# SturmFw website



## Erich (Jul 1, 2005)

guys if you would like check my web-site out through my profile. a familiar painting introduced on the header as you link inside thanks to the artist. In fact I may put up the full sotry or at least what I have so far in the text to cover the event. Note to the French edition of JG 300 volume 1 has been published. click on the book cover as you scroll down on the left side............in fact chek all the links for some exciting historical reading at your leisure.

Horrido !

Erich ~


----------



## evangilder (Jul 1, 2005)

Thanks, Erich! I will take a look this weekend.


----------



## lesofprimus (Jul 1, 2005)

Ive been to his site 30 or 40 times...... Its constantly updated with new translations ect ect... Erich, check ur PM.......


----------



## Erich (Jul 1, 2005)

done and replied. to keep a site alive you have to reveal collected info on a slow basis to keep it intriguing and fresh........... 8)


----------



## lesofprimus (Jul 1, 2005)

Well, that and the fact that Translations take a long time to complete...


----------



## Erich (Jul 1, 2005)

yes sir they do indeed.

As mentioned I want to futher the 27 September 44 attack over Kassel depicted in Randy Wrights painting. I was able to get Neil and Randy together plus supply the notes on the painting. Hoping to grab one of those paintings as I have a perfect spot for it as I own a piece of 5mm steel plate from a SturmFw of JG 4, the guys attacking the B-24's and want to display both together..... ok I am wandering...


----------



## lesofprimus (Jul 1, 2005)

Youre making my mouth water........ The painting is great, although some tracers would have been icing on the cake.....


----------



## Erich (Jul 1, 2005)

funny you said tracers Les. If you would find Randy's site he did some close ups of white 20 showing the cannon shells ejecting from the chutes and flames coming from the four cannons. Personally I find it corny and glad he did not include this in the original work as it really cannot be displayed effectively without taking away from the painting. Most probably it should of shown explosions along the back of the B-24's but even then that is hard to prtoray in paint realistically. man I wish I could come up with more ideas how to display my gun cam films I own.....


----------



## plan_D (Jul 1, 2005)

Great site, Erich. I was reading the story about the 492nd BS, awful! That must have been terrible, makes me want to buy the book though.


----------



## Erich (Jul 1, 2005)

Plan the book is a bit misleading. When we wrote the article, part 1 there were and still so many gaps so i decided to write Al Blue and he slowly started revealing information at least by the 492nd standard. They thought they had been attacked by conventional fighters with standard armament but the B-24's were falling just way too quickly and many of them simply blowing up, the cause of Flak or so he/they thought. The revelation was cast before him and he was amazed the the trueness of the attck was available.............and on it goes


----------



## plan_D (Jul 1, 2005)

Well, if I get the book at least I'll have you to ask questions!


----------



## Erich (Jul 1, 2005)

my pleasure ~


----------



## lesofprimus (Jul 2, 2005)

And for the record, here are the painting clips that erich and I were referring to as far as tracers and shell casings....

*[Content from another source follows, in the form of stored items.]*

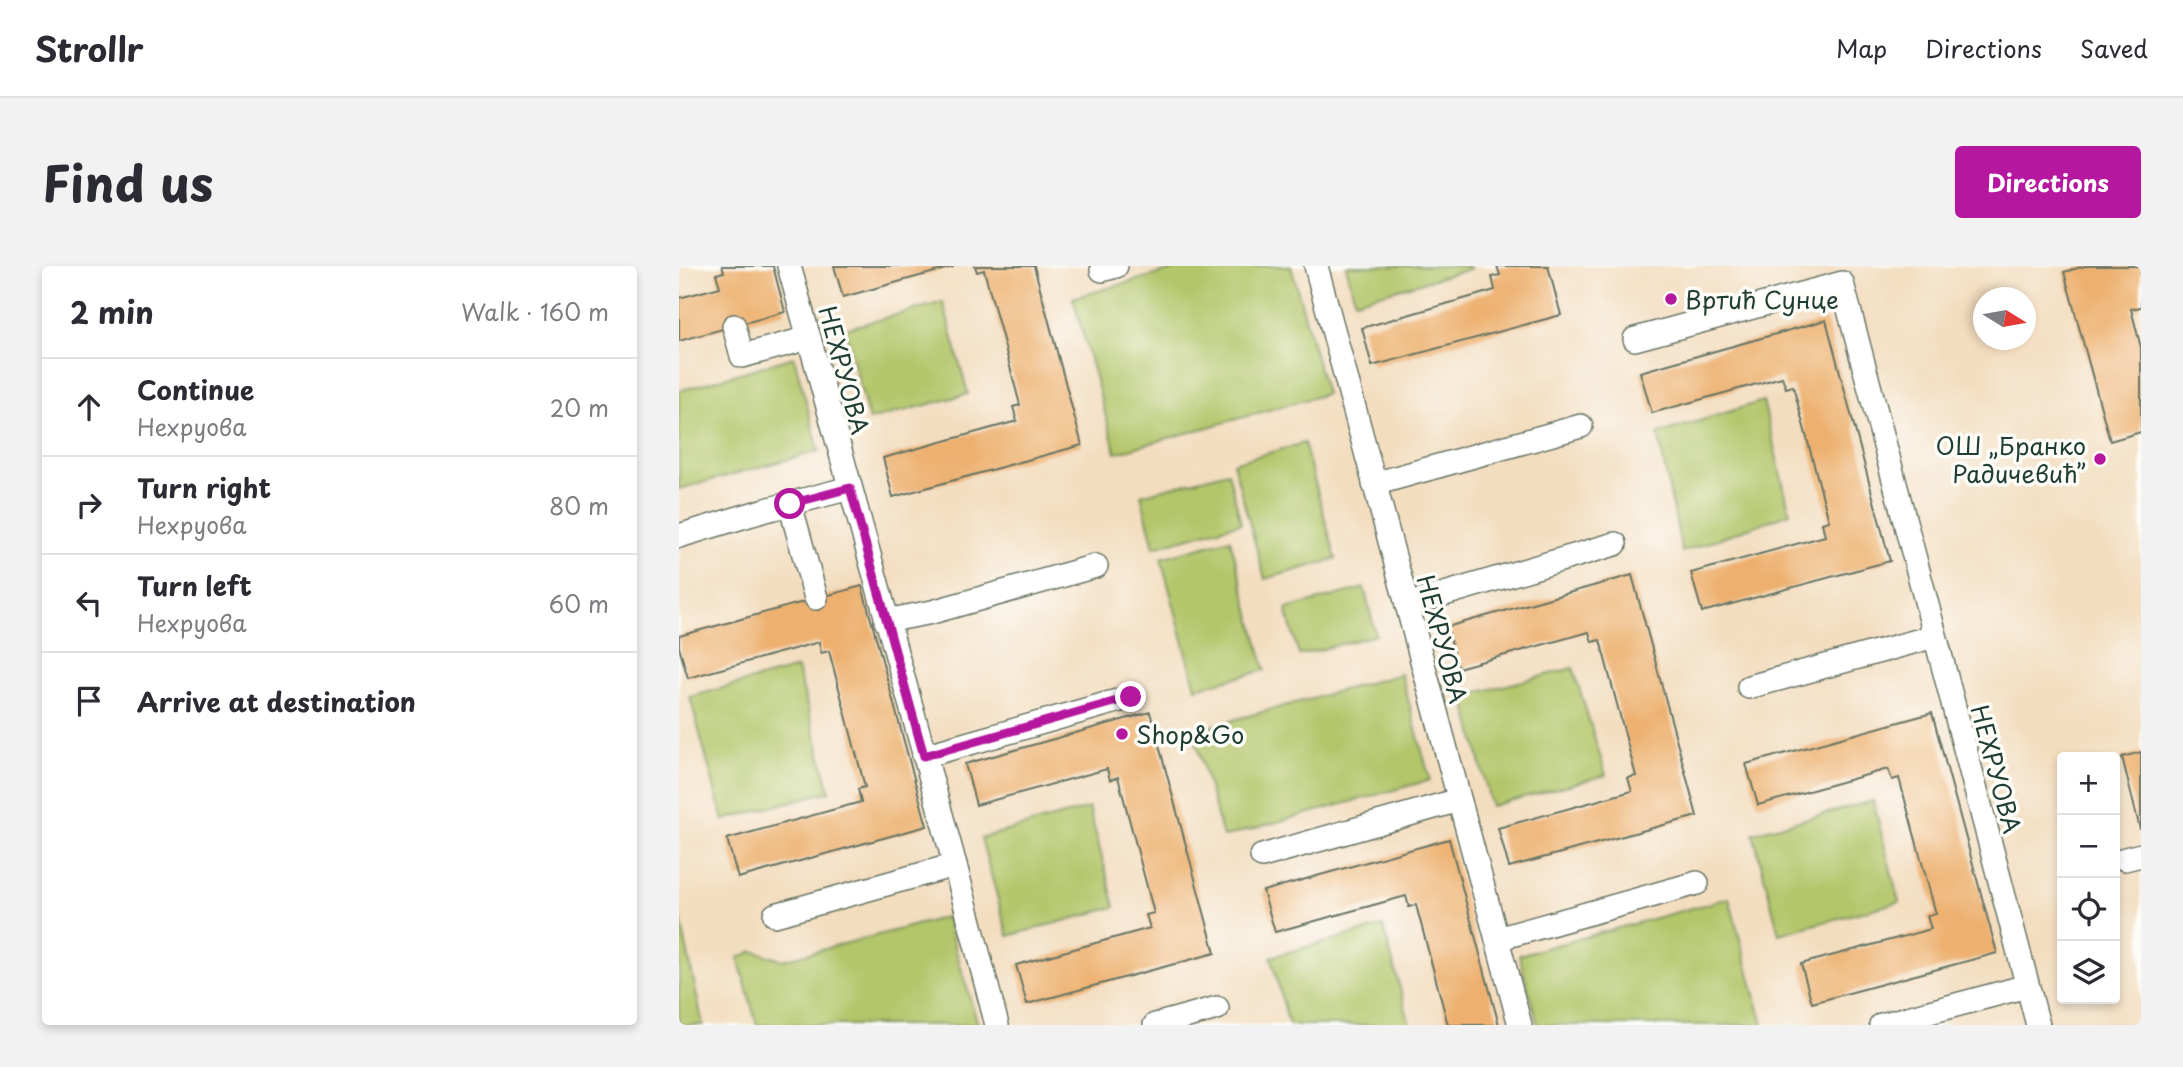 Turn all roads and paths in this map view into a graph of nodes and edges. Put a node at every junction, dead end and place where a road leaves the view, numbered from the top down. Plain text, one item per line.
1 (789, 266) edge
2 (1315, 266) edge
3 (734, 326) dead end
4 (809, 338) junction
5 (1636, 338) dead end
6 (1581, 426) dead end
7 (1374, 484) junction
8 (850, 488) junction
9 (790, 504) junction
10 (679, 537) edge
11 (1615, 544) dead end
12 (1096, 566) dead end
13 (816, 598) dead end
14 (1407, 605) junction
15 (886, 621) junction
16 (1935, 636) junction
17 (1749, 687) dead end
18 (1131, 697) dead end
19 (924, 756) junction
20 (1459, 800) junction
21 (1262, 856) dead end
22 (955, 865) junction
23 (1697, 883) dead end
24 (775, 915) dead end
25 (1497, 939) junction
26 (2027, 986) junction
27 (1217, 1008) dead end
28 (997, 1025) edge
29 (1155, 1025) edge
30 (1520, 1025) edge
31 (1881, 1025) edge
32 (2038, 1025) edge

1 - 4 street, НЕХРУОВА
2 - 7 street, НЕХРУОВА
3 - 4 street
4 - 8 street, НЕХРУОВА
5 - 16 street, НЕХРУОВА
6 - 7 street
7 - 14 street, НЕХРУОВА
8 - 9 street
8 - 15 street, НЕХРУОВА
9 - 10 street
9 - 13 street
11 - 14 street
12 - 15 street
14 - 20 street, НЕХРУОВА
15 - 19 street, НЕХРУОВА
16 - 17 street
16 - 26 street, НЕХРУОВА
18 - 19 street
19 - 22 street, НЕХРУОВА
20 - 21 street
20 - 25 street, НЕХРУОВА
22 - 24 street
22 - 28 street, НЕХРУОВА
23 - 25 street
25 - 30 street, НЕХРУОВА
26 - 31 street
26 - 32 street, НЕХРУОВА
27 - 29 street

One question........ Why is the pilot wearing what looks like a blue uniform, and a yellow scarf (life preserver?) ???


----------



## FalkeEins (Jul 2, 2005)

well observed !..Reichs defence pilots operating around and over Berlin always wore them..the city is surrounded by stretchs of water,lakes, reservoirs, rivers etc etc...at least one JG 300 pilot drowned after bailing out and floating down into a reservoir..
a scarf was worn to prevent chaffing, due to swiveling the neck/head to the rear almost constantly....


----------



## lesofprimus (Jul 2, 2005)

Amazing detail... I am considering buying one of these.... 

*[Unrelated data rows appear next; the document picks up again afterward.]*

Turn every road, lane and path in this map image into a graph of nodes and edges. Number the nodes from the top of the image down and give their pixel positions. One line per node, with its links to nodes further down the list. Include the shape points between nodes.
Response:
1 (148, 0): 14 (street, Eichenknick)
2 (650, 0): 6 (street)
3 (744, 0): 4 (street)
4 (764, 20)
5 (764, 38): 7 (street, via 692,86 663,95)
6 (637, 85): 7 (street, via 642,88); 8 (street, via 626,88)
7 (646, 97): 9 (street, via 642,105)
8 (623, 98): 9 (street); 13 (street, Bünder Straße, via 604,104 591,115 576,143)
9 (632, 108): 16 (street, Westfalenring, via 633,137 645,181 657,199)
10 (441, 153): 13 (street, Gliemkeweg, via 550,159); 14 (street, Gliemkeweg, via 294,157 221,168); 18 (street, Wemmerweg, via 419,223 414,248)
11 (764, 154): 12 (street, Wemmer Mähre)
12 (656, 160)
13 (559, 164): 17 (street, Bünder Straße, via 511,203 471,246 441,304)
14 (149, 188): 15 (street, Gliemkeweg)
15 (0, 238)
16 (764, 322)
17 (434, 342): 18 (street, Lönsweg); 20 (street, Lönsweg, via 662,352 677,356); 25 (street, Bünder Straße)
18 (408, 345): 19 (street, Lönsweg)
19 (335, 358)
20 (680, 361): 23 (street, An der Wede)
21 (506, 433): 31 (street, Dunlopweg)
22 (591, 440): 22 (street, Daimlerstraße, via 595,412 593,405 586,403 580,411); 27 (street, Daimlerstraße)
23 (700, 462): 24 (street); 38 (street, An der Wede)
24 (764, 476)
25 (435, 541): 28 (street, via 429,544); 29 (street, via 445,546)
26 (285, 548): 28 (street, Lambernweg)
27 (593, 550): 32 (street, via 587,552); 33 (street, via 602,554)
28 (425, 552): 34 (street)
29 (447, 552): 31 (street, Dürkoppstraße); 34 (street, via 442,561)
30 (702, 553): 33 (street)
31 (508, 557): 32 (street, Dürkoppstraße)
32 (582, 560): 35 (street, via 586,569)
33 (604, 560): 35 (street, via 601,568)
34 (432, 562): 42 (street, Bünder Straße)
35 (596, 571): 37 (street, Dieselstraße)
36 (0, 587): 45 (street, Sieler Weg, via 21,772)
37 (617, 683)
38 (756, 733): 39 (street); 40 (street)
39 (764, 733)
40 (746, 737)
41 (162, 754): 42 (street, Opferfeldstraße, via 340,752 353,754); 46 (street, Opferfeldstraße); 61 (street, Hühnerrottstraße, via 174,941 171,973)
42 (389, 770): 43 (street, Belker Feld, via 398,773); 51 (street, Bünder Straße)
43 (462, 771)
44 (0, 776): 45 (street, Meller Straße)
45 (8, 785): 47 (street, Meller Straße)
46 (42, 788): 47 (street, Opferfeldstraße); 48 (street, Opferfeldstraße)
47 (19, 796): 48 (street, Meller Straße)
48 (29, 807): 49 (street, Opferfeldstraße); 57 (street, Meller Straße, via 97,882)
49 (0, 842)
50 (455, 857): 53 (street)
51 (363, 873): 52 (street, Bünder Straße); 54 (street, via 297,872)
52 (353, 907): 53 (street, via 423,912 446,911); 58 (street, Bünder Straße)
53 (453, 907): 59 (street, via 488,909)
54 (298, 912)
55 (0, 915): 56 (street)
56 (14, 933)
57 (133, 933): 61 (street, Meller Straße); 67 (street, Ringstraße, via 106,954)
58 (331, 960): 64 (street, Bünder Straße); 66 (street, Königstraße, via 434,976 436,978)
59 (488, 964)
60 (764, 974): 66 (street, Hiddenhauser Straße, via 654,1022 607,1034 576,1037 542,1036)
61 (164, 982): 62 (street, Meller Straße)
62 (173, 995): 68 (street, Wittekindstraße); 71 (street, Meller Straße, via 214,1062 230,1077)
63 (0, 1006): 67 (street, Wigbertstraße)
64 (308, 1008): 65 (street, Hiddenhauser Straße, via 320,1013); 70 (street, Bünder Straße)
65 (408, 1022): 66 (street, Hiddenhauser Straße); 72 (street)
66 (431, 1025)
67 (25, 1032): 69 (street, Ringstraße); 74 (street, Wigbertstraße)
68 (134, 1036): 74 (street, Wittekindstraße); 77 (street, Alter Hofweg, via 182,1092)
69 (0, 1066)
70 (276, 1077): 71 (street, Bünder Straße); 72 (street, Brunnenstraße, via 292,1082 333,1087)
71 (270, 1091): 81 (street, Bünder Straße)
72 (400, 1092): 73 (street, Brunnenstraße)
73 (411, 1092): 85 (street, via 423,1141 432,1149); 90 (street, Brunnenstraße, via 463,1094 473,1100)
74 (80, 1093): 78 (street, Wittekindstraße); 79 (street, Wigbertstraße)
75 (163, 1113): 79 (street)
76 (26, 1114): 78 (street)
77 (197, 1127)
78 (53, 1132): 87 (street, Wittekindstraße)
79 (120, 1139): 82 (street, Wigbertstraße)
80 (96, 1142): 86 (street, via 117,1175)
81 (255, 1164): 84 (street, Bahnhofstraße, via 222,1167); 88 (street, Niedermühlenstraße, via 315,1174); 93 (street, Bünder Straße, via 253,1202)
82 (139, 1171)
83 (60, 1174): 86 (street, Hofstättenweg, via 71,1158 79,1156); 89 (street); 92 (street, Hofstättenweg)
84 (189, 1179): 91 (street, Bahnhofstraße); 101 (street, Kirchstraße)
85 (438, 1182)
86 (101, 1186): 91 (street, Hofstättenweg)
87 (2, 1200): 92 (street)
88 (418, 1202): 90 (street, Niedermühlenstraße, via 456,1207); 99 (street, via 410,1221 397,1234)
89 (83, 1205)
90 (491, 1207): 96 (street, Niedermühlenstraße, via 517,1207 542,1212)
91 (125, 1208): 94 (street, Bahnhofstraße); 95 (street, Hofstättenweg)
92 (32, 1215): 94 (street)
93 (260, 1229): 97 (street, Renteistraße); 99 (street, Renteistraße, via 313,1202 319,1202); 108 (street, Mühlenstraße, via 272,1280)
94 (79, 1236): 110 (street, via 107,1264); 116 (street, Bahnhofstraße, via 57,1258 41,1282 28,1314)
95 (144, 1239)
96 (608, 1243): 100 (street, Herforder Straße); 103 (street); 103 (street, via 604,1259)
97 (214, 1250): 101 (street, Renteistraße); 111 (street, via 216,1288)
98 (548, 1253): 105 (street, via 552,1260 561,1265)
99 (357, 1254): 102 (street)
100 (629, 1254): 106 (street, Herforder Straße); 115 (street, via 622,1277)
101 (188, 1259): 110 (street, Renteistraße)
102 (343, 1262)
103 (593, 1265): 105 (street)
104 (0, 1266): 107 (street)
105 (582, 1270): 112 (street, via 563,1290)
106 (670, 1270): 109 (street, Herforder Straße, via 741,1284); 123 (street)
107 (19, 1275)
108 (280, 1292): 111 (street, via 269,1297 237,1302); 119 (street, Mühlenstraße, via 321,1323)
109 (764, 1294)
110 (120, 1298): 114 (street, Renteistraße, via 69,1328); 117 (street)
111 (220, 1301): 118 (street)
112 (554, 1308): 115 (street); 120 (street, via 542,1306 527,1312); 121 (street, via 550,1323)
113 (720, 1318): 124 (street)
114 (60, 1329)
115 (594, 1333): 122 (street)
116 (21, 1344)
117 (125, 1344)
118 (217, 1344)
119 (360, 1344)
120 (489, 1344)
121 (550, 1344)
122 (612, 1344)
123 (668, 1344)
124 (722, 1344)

Erich, any possibility of getting Randy to personalize one for me??? You seem to know him pretty well... U know him THAT well?


----------



## Erich (Jul 2, 2005)

Glad Neil came in with his two cents.....  

Les no I do not know him that well but get to his site and call him as he would am sure honour you with a phrase or two of dedication. Am still wroking with him at present on another version of this drmatic event this time from the B-24's point of view. have already sent him a route map the 445th took and the area around Eisenach where some 24 bombers crashed some quite close together. neil may have more on that from JG 300 books point of view.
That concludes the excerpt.